## HOW TO COMPLETE THIS TASK
Across the listing below, count the lines containing "highway". Give nothing but the number.

## MATERIAL FOR THIS EXERCISE
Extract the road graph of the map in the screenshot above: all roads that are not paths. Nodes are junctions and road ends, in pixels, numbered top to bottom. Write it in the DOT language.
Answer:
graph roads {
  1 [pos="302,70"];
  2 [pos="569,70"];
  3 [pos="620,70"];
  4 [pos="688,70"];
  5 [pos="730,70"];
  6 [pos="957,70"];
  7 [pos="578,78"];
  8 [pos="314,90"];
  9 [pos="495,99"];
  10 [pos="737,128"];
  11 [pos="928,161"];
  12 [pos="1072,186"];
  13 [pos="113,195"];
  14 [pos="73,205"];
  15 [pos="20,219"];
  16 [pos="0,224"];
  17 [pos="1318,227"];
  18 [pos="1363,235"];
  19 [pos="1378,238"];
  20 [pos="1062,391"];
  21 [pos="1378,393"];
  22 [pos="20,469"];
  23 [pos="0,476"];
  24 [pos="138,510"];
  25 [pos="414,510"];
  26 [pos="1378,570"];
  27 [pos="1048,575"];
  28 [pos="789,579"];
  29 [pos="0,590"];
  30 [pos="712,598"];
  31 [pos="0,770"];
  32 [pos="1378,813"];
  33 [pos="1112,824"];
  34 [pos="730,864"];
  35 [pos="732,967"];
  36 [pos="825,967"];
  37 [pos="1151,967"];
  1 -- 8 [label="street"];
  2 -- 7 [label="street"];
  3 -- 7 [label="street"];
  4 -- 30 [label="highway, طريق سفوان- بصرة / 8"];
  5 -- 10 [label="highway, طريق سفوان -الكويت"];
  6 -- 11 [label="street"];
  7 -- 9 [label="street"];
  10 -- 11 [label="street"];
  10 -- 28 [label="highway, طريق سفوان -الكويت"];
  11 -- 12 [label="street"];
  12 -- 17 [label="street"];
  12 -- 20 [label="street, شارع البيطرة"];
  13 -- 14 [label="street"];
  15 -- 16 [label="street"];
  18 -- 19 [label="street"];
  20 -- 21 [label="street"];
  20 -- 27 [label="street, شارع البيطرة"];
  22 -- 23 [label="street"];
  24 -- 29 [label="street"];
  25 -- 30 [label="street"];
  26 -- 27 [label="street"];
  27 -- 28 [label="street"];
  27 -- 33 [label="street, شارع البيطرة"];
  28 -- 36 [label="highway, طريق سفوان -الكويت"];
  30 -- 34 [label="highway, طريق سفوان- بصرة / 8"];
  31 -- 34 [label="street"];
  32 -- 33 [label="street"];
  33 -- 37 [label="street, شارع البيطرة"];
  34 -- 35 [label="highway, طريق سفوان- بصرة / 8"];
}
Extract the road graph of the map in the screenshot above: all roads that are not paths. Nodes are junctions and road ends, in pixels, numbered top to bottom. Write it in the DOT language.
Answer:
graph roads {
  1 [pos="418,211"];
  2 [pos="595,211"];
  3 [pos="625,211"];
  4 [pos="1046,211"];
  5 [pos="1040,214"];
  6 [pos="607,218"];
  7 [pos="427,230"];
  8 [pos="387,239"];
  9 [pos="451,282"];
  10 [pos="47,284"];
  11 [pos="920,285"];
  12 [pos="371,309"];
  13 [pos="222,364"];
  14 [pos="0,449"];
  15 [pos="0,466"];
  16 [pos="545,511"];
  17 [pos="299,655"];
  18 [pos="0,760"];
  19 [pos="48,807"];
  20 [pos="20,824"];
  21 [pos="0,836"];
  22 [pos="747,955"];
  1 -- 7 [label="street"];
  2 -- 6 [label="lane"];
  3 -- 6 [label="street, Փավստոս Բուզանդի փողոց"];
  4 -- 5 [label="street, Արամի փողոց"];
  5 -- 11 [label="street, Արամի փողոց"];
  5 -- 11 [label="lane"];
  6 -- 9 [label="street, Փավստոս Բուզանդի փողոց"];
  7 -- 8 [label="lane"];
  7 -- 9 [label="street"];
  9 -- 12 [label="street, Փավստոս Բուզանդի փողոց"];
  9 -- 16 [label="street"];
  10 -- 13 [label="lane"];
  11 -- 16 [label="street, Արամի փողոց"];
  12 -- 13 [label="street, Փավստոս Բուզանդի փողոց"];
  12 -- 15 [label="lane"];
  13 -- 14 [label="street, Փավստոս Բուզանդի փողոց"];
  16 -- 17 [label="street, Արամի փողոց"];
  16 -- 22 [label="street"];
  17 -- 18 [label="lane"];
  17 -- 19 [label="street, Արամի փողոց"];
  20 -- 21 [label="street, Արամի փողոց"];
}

## SOLUTION TO THE EXERCISE
6